> Directions for this task: Without the pictures, return each record as it appears.

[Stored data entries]
━━━━━━━━━━━━━━━━
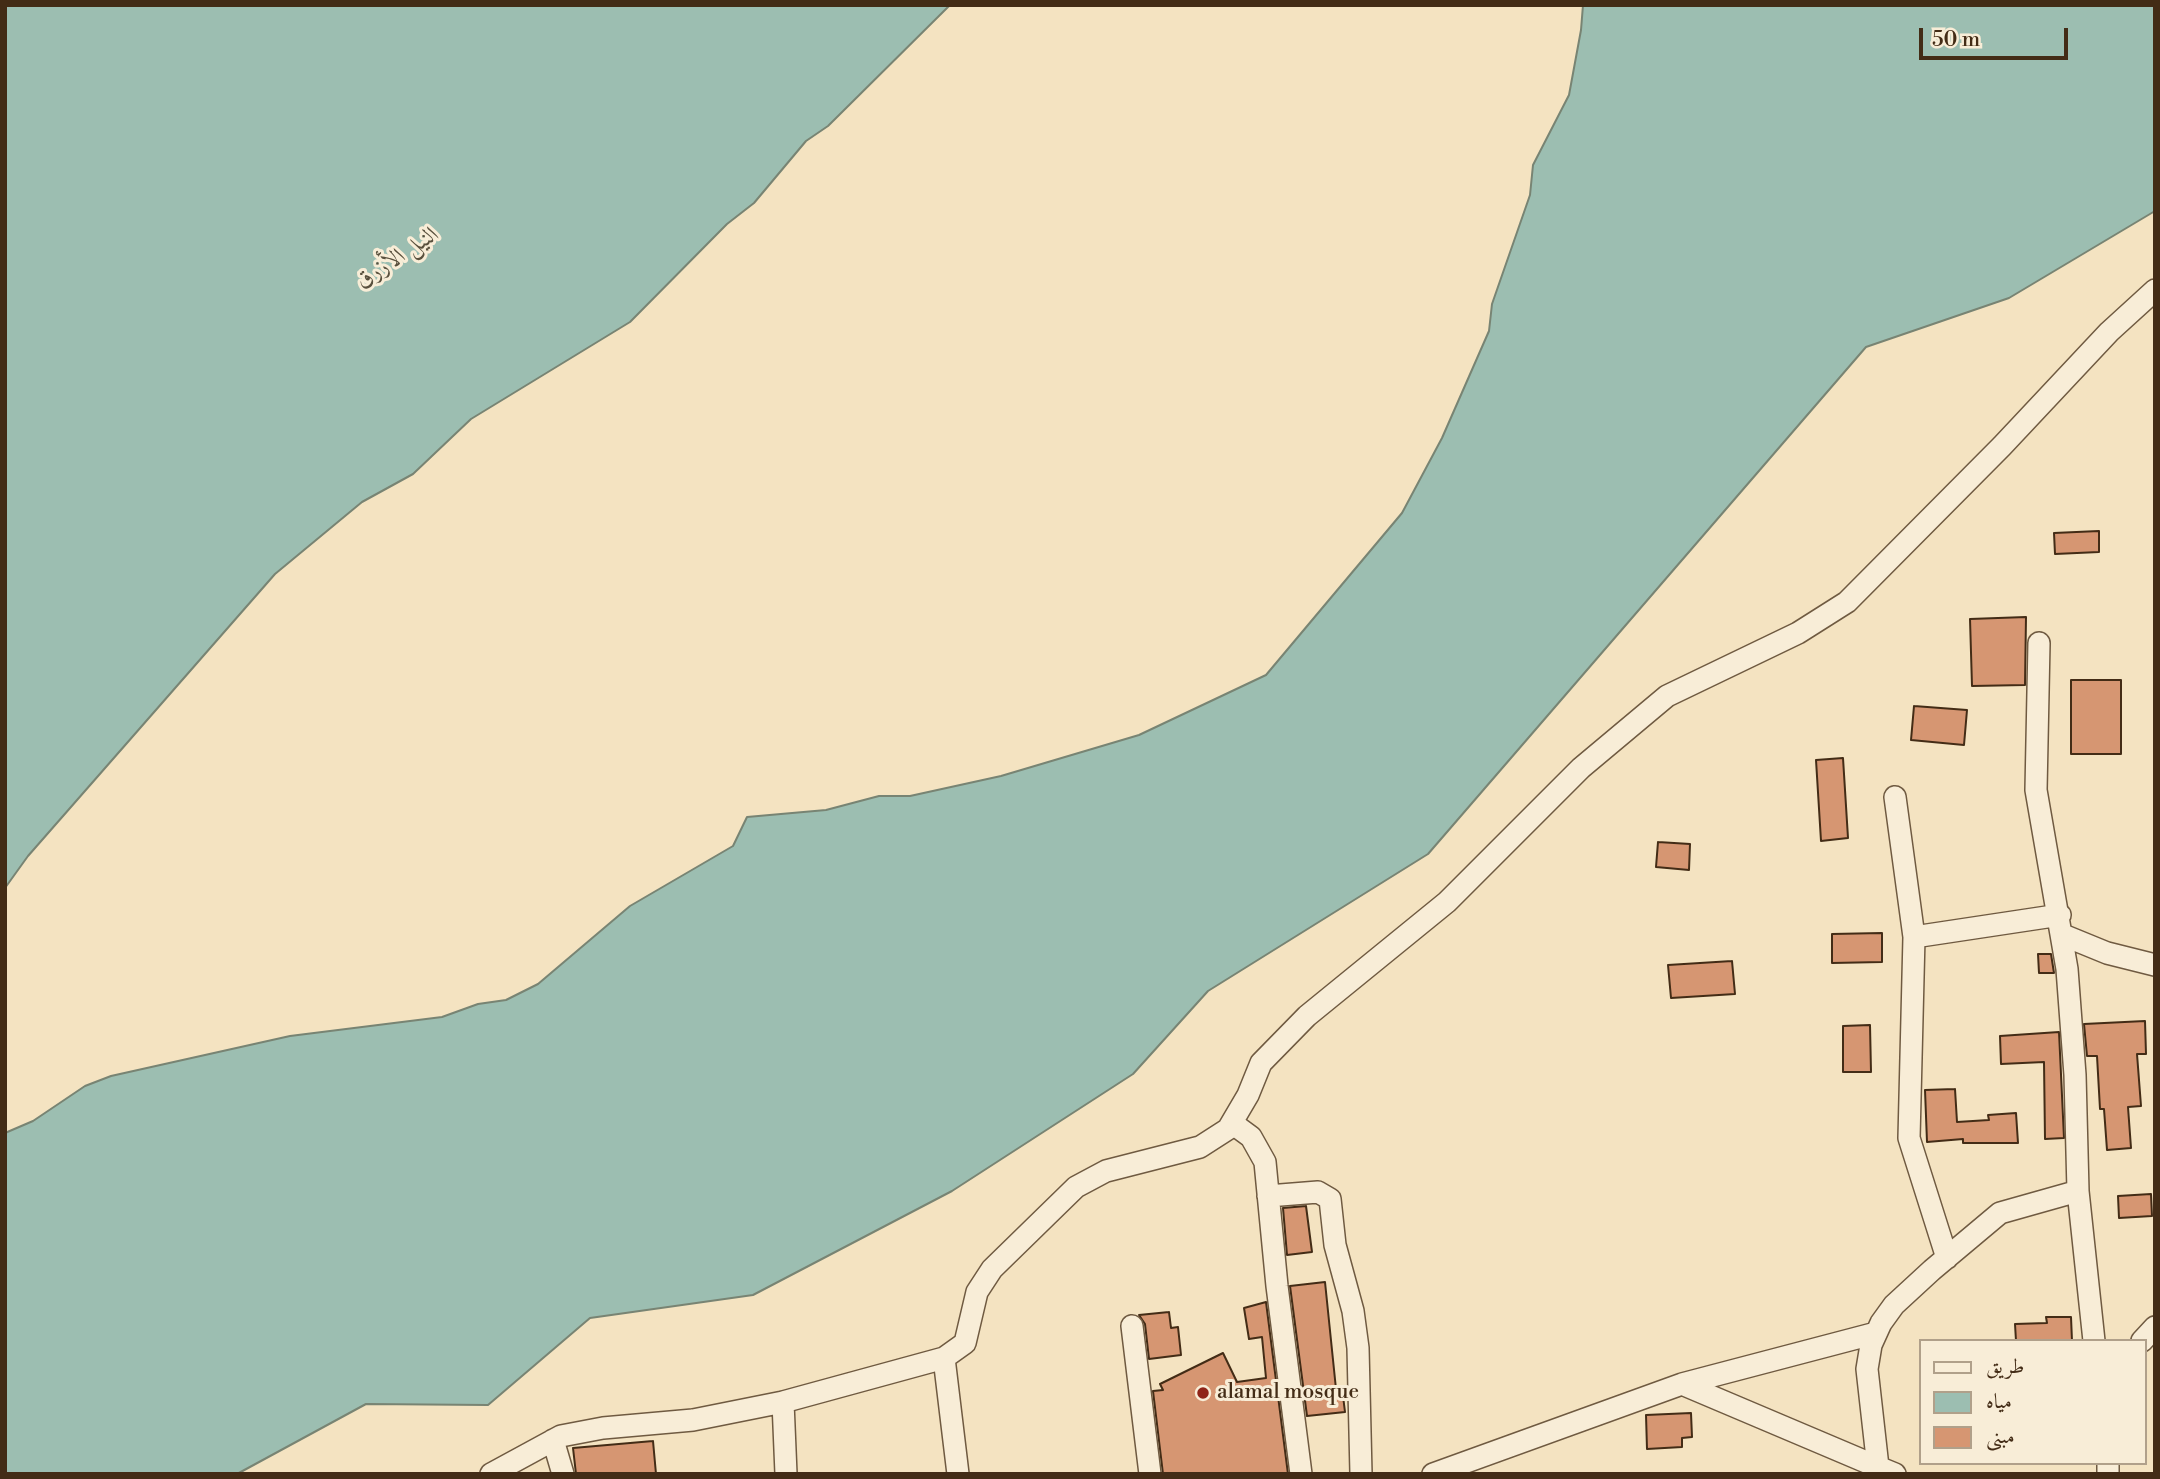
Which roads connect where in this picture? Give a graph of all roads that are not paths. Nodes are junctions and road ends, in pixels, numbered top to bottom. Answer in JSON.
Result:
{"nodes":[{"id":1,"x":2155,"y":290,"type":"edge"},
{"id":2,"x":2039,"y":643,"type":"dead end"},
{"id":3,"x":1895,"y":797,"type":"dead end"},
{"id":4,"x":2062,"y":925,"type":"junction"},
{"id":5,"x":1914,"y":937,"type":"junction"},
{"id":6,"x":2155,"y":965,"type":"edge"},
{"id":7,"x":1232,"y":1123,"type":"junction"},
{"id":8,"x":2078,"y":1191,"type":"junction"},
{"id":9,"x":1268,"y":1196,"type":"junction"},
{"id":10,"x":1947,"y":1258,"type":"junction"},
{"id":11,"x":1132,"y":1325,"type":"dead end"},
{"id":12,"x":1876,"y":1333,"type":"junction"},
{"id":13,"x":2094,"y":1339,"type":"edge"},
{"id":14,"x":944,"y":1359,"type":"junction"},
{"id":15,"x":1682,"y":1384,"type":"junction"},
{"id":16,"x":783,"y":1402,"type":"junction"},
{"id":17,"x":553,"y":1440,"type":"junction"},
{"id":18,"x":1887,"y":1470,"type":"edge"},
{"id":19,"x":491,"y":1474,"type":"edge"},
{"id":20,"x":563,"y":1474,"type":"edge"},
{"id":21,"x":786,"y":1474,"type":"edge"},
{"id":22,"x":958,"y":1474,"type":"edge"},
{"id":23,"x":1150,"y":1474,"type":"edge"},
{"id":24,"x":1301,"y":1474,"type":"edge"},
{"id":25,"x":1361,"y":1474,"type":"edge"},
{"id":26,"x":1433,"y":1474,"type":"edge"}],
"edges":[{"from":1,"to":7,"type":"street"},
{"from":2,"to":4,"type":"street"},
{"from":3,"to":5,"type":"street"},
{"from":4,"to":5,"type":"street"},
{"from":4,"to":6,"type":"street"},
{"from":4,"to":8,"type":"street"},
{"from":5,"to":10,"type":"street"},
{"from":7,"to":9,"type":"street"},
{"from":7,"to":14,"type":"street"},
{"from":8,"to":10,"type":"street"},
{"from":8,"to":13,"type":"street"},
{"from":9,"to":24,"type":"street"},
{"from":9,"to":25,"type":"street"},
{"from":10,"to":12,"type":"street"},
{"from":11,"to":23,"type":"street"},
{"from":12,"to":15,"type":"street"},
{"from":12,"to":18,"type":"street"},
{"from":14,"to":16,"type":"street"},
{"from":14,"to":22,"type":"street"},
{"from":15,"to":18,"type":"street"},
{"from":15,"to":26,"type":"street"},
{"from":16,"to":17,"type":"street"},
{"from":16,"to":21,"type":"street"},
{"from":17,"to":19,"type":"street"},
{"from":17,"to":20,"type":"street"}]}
━━━━━━━━━━━━━━━━
> Task solution:
Which roads connect where in this picture? Give a graph of all roads that are not paths. Nodes are junctions and road ends, in pixels, numbered top to bottom. Answer in JSON.
Result:
{"nodes":[{"id":1,"x":2155,"y":290,"type":"edge"},
{"id":2,"x":2039,"y":643,"type":"dead end"},
{"id":3,"x":1895,"y":797,"type":"dead end"},
{"id":4,"x":2062,"y":925,"type":"junction"},
{"id":5,"x":1914,"y":937,"type":"junction"},
{"id":6,"x":2155,"y":965,"type":"edge"},
{"id":7,"x":1232,"y":1123,"type":"junction"},
{"id":8,"x":2078,"y":1191,"type":"junction"},
{"id":9,"x":1268,"y":1196,"type":"junction"},
{"id":10,"x":1947,"y":1258,"type":"junction"},
{"id":11,"x":1132,"y":1325,"type":"dead end"},
{"id":12,"x":1876,"y":1333,"type":"junction"},
{"id":13,"x":2094,"y":1339,"type":"edge"},
{"id":14,"x":944,"y":1359,"type":"junction"},
{"id":15,"x":1682,"y":1384,"type":"junction"},
{"id":16,"x":783,"y":1402,"type":"junction"},
{"id":17,"x":553,"y":1440,"type":"junction"},
{"id":18,"x":1887,"y":1470,"type":"edge"},
{"id":19,"x":491,"y":1474,"type":"edge"},
{"id":20,"x":563,"y":1474,"type":"edge"},
{"id":21,"x":786,"y":1474,"type":"edge"},
{"id":22,"x":958,"y":1474,"type":"edge"},
{"id":23,"x":1150,"y":1474,"type":"edge"},
{"id":24,"x":1301,"y":1474,"type":"edge"},
{"id":25,"x":1361,"y":1474,"type":"edge"},
{"id":26,"x":1433,"y":1474,"type":"edge"}],
"edges":[{"from":1,"to":7,"type":"street"},
{"from":2,"to":4,"type":"street"},
{"from":3,"to":5,"type":"street"},
{"from":4,"to":5,"type":"street"},
{"from":4,"to":6,"type":"street"},
{"from":4,"to":8,"type":"street"},
{"from":5,"to":10,"type":"street"},
{"from":7,"to":9,"type":"street"},
{"from":7,"to":14,"type":"street"},
{"from":8,"to":10,"type":"street"},
{"from":8,"to":13,"type":"street"},
{"from":9,"to":24,"type":"street"},
{"from":9,"to":25,"type":"street"},
{"from":10,"to":12,"type":"street"},
{"from":11,"to":23,"type":"street"},
{"from":12,"to":15,"type":"street"},
{"from":12,"to":18,"type":"street"},
{"from":14,"to":16,"type":"street"},
{"from":14,"to":22,"type":"street"},
{"from":15,"to":18,"type":"street"},
{"from":15,"to":26,"type":"street"},
{"from":16,"to":17,"type":"street"},
{"from":16,"to":21,"type":"street"},
{"from":17,"to":19,"type":"street"},
{"from":17,"to":20,"type":"street"}]}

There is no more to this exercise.